* Requirement *
Lines holding the word "Kowalk" in the material below: count them and write the number alone.

* Records shown *
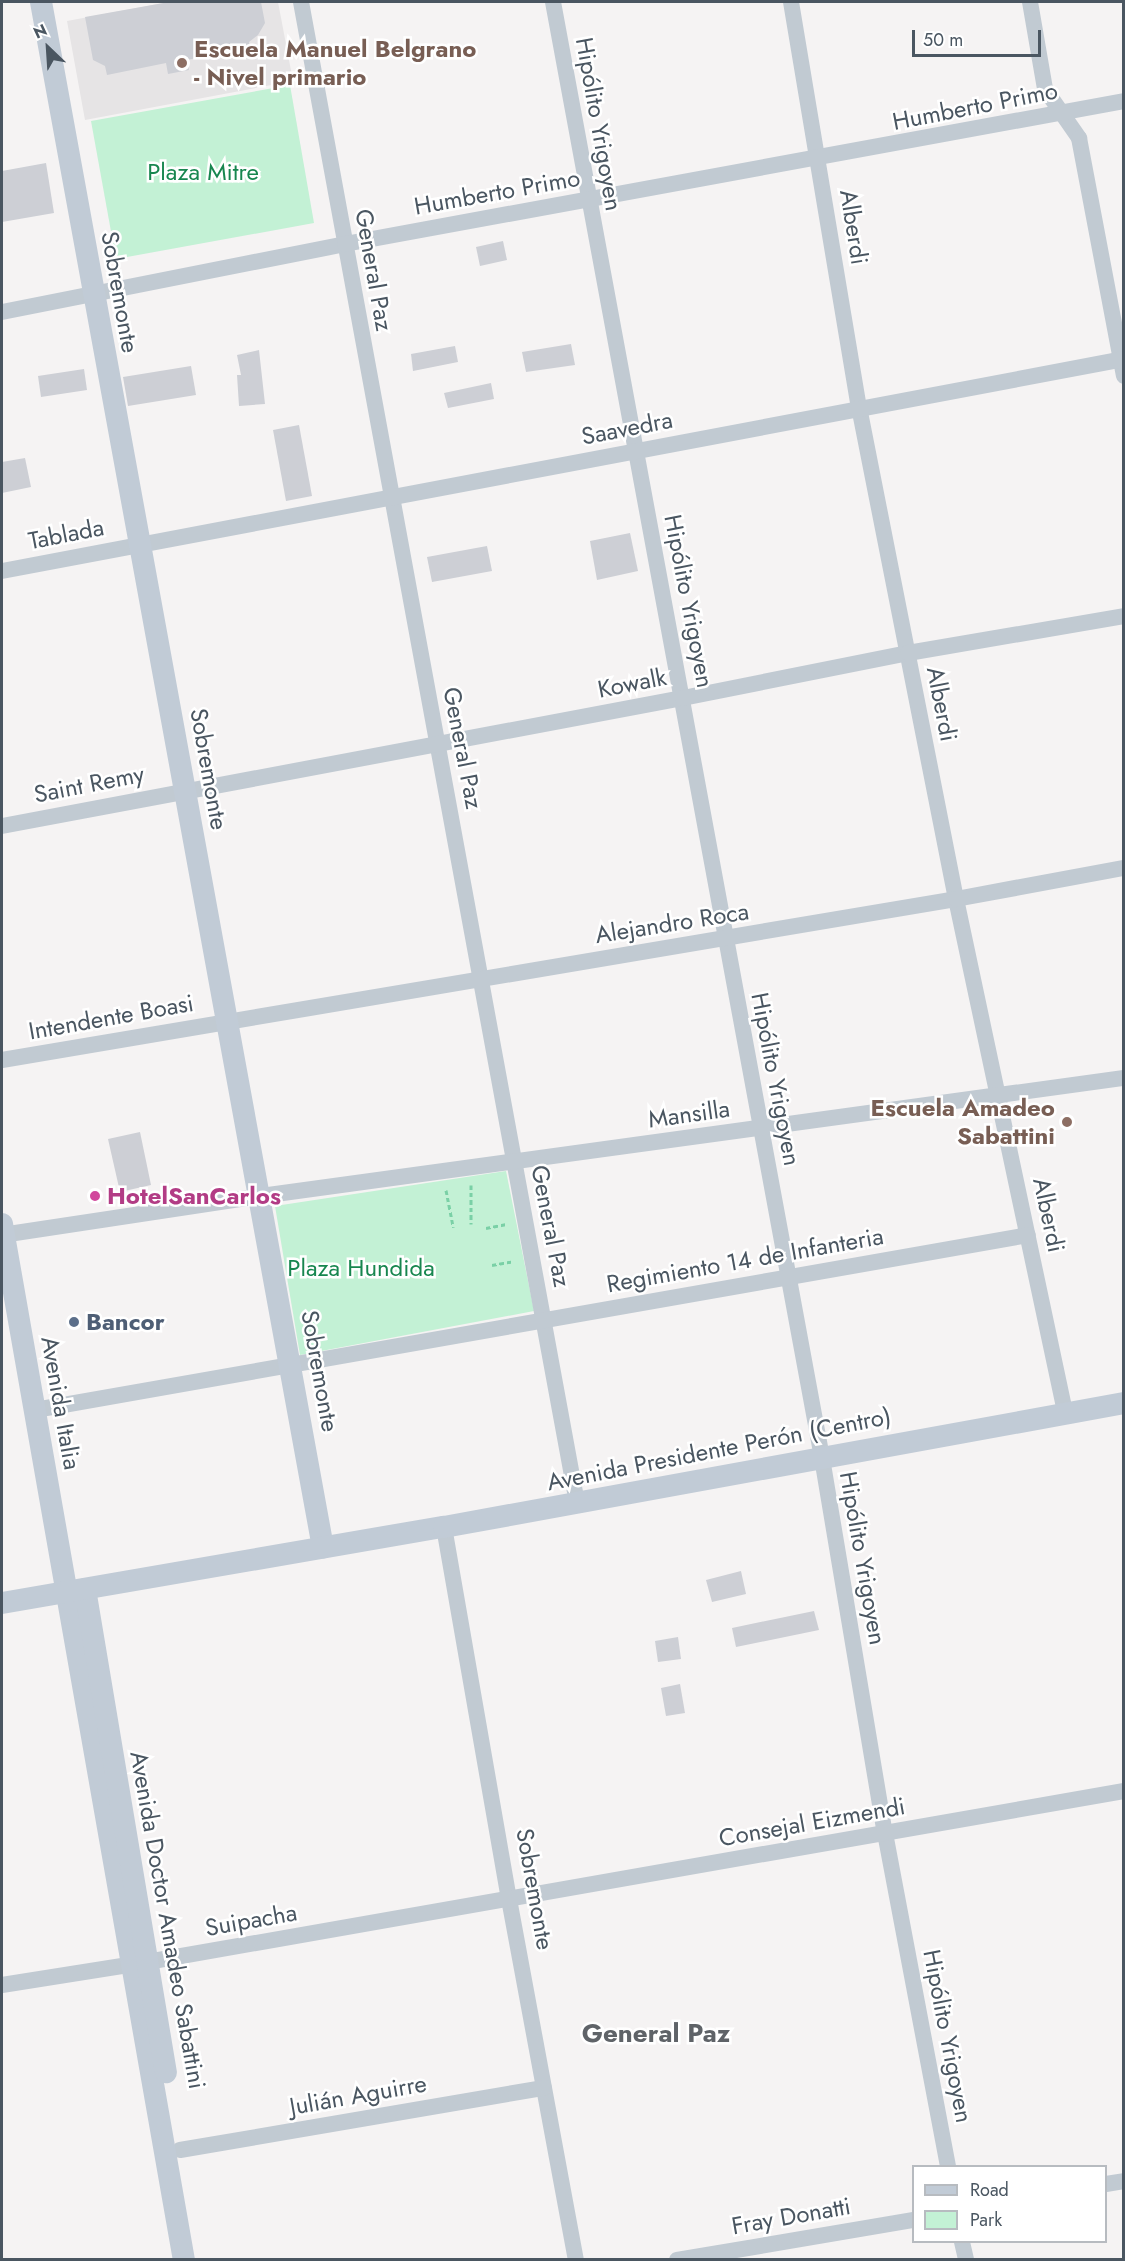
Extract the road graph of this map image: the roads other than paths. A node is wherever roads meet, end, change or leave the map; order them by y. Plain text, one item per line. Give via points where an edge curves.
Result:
1 (41, 2) edge
2 (301, 2) edge
3 (553, 2) edge
4 (791, 2) edge
5 (1030, 2) edge
6 (1124, 101) edge
7 (1062, 114) junction
8 (818, 159) junction
9 (589, 199) junction
10 (345, 244) junction
11 (93, 295) junction
12 (2, 312) edge
13 (1123, 365) edge
14 (860, 407) junction
15 (637, 451) junction
16 (390, 497) junction
17 (140, 544) junction
18 (2, 571) edge
19 (1124, 616) edge
20 (908, 653) junction
21 (683, 698) junction
22 (438, 744) junction
23 (185, 790) junction
24 (2, 826) edge
25 (1124, 868) edge
26 (956, 899) junction
27 (725, 939) junction
28 (481, 978) junction
29 (229, 1021) junction
30 (2, 1060) edge
31 (1124, 1078) edge
32 (999, 1095) junction
33 (761, 1128) junction
34 (514, 1162) junction
35 (261, 1196) junction
36 (2, 1231) edge
37 (1028, 1235) junction
38 (788, 1278) junction
39 (544, 1319) junction
40 (292, 1365) junction
41 (1124, 1403) edge
42 (34, 1410) junction
43 (1065, 1412) junction
44 (822, 1458) junction
45 (577, 1503) junction
46 (444, 1527) junction
47 (323, 1547) junction
48 (75, 1590) junction
49 (2, 1603) edge
50 (1124, 1791) edge
51 (885, 1833) junction
52 (509, 1899) junction
53 (139, 1963) junction
54 (2, 1985) edge
55 (544, 2088) junction
56 (180, 2150) junction
57 (948, 2165) edge
58 (1124, 2181) edge
59 (1107, 2184) edge
60 (912, 2220) edge
61 (962, 2243) edge
62 (184, 2259) edge
63 (200, 2259) edge
64 (576, 2259) edge
65 (677, 2259) edge
66 (966, 2259) edge

1 - 11 main road, Sobremonte
2 - 10 street, General Paz
3 - 9 street, Hipólito Yrigoyen
4 - 8 street, Alberdi
5 - 7 street via 1045,89
6 - 7 street, Humberto Primo
7 - 8 street, Humberto Primo
7 - 13 street via 1079,138
8 - 9 street, Humberto Primo
8 - 14 street, Alberdi
9 - 10 street, Humberto Primo
9 - 15 street, Hipólito Yrigoyen
10 - 11 street, Humberto Primo
10 - 16 street, General Paz
11 - 12 street, Humberto Primo
11 - 17 main road, Sobremonte
13 - 14 street, Saavedra
14 - 15 street, Saavedra
14 - 20 street, Alberdi
15 - 16 street, Saavedra
15 - 21 street, Hipólito Yrigoyen
16 - 17 street, Saavedra
16 - 22 street, General Paz
17 - 18 street, Tablada
17 - 23 main road, Sobremonte
19 - 20 street, Kowalk
20 - 21 street, Kowalk
20 - 26 street, Alberdi
21 - 22 street, Kowalk
21 - 27 street, Hipólito Yrigoyen
22 - 23 street, Kowalk
22 - 28 street, General Paz
23 - 24 street, Saint Remy
23 - 29 main road, Sobremonte
25 - 26 street, Alejandro Roca
26 - 27 street, Alejandro Roca
26 - 32 street, Alberdi
27 - 28 street, Alejandro Roca
27 - 33 street, Hipólito Yrigoyen
28 - 29 street, Alejandro Roca
28 - 34 street, General Paz
29 - 30 street, Intendente Boasi
29 - 35 main road, Sobremonte
31 - 32 street, Mansilla
32 - 33 street, Mansilla
32 - 37 street, Alberdi
33 - 34 street, Mansilla
33 - 38 street, Hipólito Yrigoyen
34 - 35 street, Mansilla
34 - 39 street, General Paz
35 - 36 street, Mansilla
35 - 40 main road, Sobremonte
36 - 42 main road, Avenida Italia
37 - 38 street, Regimiento 14 de Infanteria
37 - 43 street, Alberdi
38 - 39 street, Regimiento 14 de Infanteria
38 - 44 street, Hipólito Yrigoyen
39 - 40 street, Regimiento 14 de Infanteria
39 - 45 street, General Paz
40 - 42 street, Regimiento 14 de Infanteria
40 - 47 main road, Sobremonte
41 - 43 main road, Avenida Presidente Perón (Centro)
42 - 48 main road, Avenida Italia
43 - 44 main road, Avenida Presidente Perón (Centro)
44 - 45 main road, Avenida Presidente Perón (Centro)
44 - 51 street, Hipólito Yrigoyen
45 - 46 main road, Avenida Presidente Perón (Centro)
46 - 47 main road, Avenida Presidente Perón (Centro)
46 - 52 street, Sobremonte
47 - 48 main road, Avenida Presidente Perón (Centro)
48 - 49 main road, Avenida Presidente Perón (Centro)
48 - 53 main road, Avenida Doctor Amadeo Sabattini
50 - 51 street, Consejal Eizmendi
51 - 52 street, Consejal Eizmendi
51 - 57 street, Hipólito Yrigoyen
52 - 53 street, Suipacha
52 - 55 street, Sobremonte
53 - 54 street, Suipacha
53 - 56 main road, Avenida Doctor Amadeo Sabattini
53 - 62 main road, Avenida Doctor Amadeo Sabattini
55 - 56 street, Julián Aguirre
55 - 64 street, Sobremonte
56 - 63 main road, Avenida Doctor Amadeo Sabattini
58 - 59 street
60 - 65 street, Fray Donatti
61 - 66 street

* Output for this exercise *
4